→ **Problem to work on**
Filter the records for "Salihoğlu" and keep each line that has it.

→ **Data for the task**
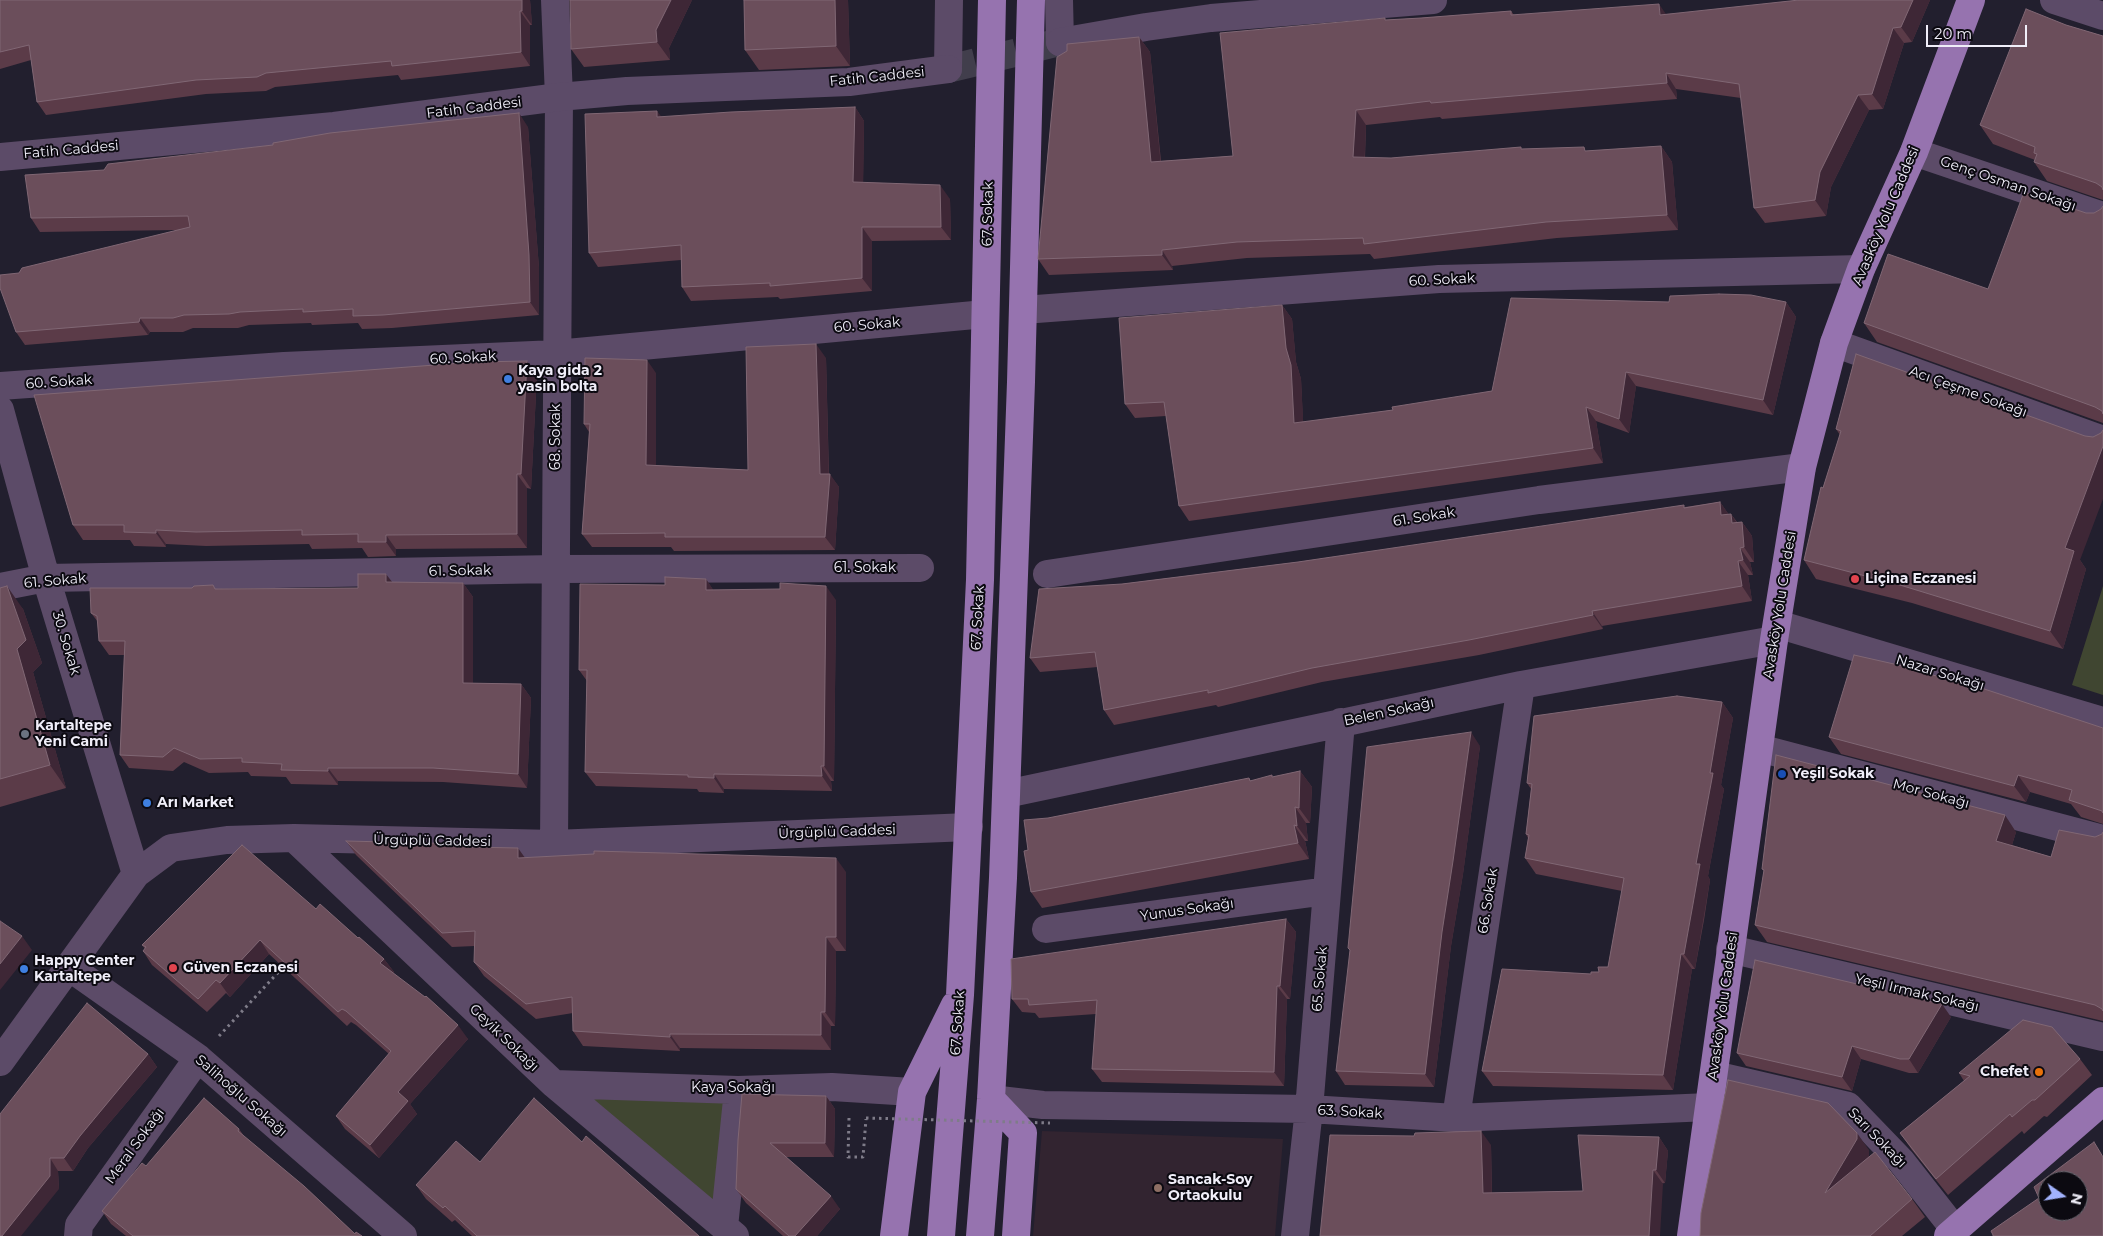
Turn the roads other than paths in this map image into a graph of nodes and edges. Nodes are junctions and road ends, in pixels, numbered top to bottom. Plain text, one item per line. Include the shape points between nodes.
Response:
1 (554, 0) edge
2 (949, 0) edge
3 (992, 0) edge
4 (1031, 0) edge
5 (1059, 0) edge
6 (1433, 0) edge
7 (1971, 0) edge
8 (2054, 0) edge
9 (2103, 16) edge
10 (559, 97) junction
11 (1914, 152) junction
12 (0, 157) edge
13 (2103, 216) edge
14 (1861, 269) junction
15 (1023, 310) junction
16 (985, 314) junction
17 (1834, 343) junction
18 (556, 354) junction
19 (0, 386) edge
20 (0, 410) edge
21 (2103, 440) edge
22 (1802, 467) junction
23 (920, 568) dead end
24 (556, 569) junction
25 (1047, 574) dead end
26 (46, 578) junction
27 (0, 587) edge
28 (1776, 632) junction
29 (1521, 685) junction
30 (2103, 721) edge
31 (1340, 722) junction
32 (1759, 748) junction
33 (1006, 794) junction
34 (969, 827) junction
35 (294, 838) junction
36 (2103, 839) edge
37 (554, 844) junction
38 (136, 874) junction
39 (1327, 891) junction
40 (1046, 929) dead end
41 (1730, 949) junction
42 (70, 967) junction
43 (960, 995) junction
44 (2103, 1036) edge
45 (5, 1045) edge
46 (198, 1058) junction
47 (1714, 1075) junction
48 (554, 1084) junction
49 (738, 1090) junction
50 (912, 1092) junction
51 (991, 1100) junction
52 (2103, 1101) edge
53 (1709, 1107) junction
54 (1309, 1110) junction
55 (1456, 1118) junction
56 (729, 1231) edge
57 (1952, 1233) edge
58 (78, 1236) edge
59 (403, 1236) edge
60 (894, 1236) edge
61 (941, 1236) edge
62 (980, 1236) edge
63 (1016, 1236) edge
64 (1295, 1236) edge
65 (1691, 1236) edge

1 - 10 street, 68. Sokak
2 - 10 street, Fatih Caddesi via 948,69 849,82
3 - 16 main road, 67. Sokak
4 - 15 main road
5 - 6 street via 1060,42 1211,18
7 - 11 main road, Avasköy Yolu Caddesi
8 - 9 street
10 - 12 street, Fatih Caddesi via 334,126
10 - 18 street, 68. Sokak
11 - 13 street, Genç Osman Sokağı
11 - 14 main road, Avasköy Yolu Caddesi
14 - 15 street, 60. Sokak via 1439,279
14 - 17 main road, Avasköy Yolu Caddesi
15 - 16 main road
15 - 33 main road
16 - 18 street, 60. Sokak
16 - 34 main road, 67. Sokak via 980,580
17 - 21 street, Acı Çeşme Sokağı
17 - 22 main road, Avasköy Yolu Caddesi
18 - 19 street, 60. Sokak via 284,366
18 - 24 street, 68. Sokak
20 - 26 street, 30. Sokak
22 - 25 street, 61. Sokak via 1529,501
22 - 28 main road, Avasköy Yolu Caddesi
23 - 24 street, 61. Sokak
24 - 26 street, 61. Sokak
24 - 37 street, 68. Sokak
26 - 27 street, 61. Sokak
26 - 38 street, 30. Sokak
28 - 29 street, Belen Sokağı
28 - 30 street, Nazar Sokağı
28 - 32 main road, Avasköy Yolu Caddesi
29 - 31 street, Belen Sokağı
29 - 55 street, 66. Sokak
31 - 33 street, Belen Sokağı
31 - 39 street, 65. Sokak
32 - 36 street, Mor Sokağı
32 - 41 main road, Avasköy Yolu Caddesi
33 - 51 main road
34 - 37 street, Ürgüplü Caddesi
34 - 43 main road, 67. Sokak
35 - 37 street, Ürgüplü Caddesi
35 - 38 street, Ürgüplü Caddesi via 227,840 171,848
35 - 48 street, Geyik Sokağı
38 - 42 street, Ürgüplü Caddesi
39 - 40 street, Yunus Sokağı
39 - 54 street, 65. Sokak
41 - 44 street, Yeşil Irmak Sokağı
41 - 47 main road, Avasköy Yolu Caddesi
42 - 45 street, Ürgüplü Caddesi
42 - 46 street, Salihoğlu Sokağı
43 - 50 main road
43 - 61 main road, 67. Sokak
46 - 58 street, Meral Sokağı via 79,1225
46 - 59 street, Salihoğlu Sokağı
47 - 53 main road, Avasköy Yolu Caddesi
47 - 57 street, Sarı Sokağı via 1848,1106 1901,1161
48 - 49 street, Kaya Sokağı
48 - 56 street, Geyik Sokağı
49 - 50 street, Kaya Sokağı via 832,1087
49 - 56 street, Geyik Sokağı
50 - 60 main road
51 - 54 street, 63. Sokak via 1110,1108
51 - 62 main road
51 - 63 main road via 1023,1133
52 - 57 main road
53 - 55 street, 63. Sokak
53 - 65 main road, Avasköy Yolu Caddesi
54 - 55 street, 63. Sokak
54 - 64 street, 65. Sokak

→ **Output of the task**
42 - 46 street, Salihoğlu Sokağı
46 - 59 street, Salihoğlu Sokağı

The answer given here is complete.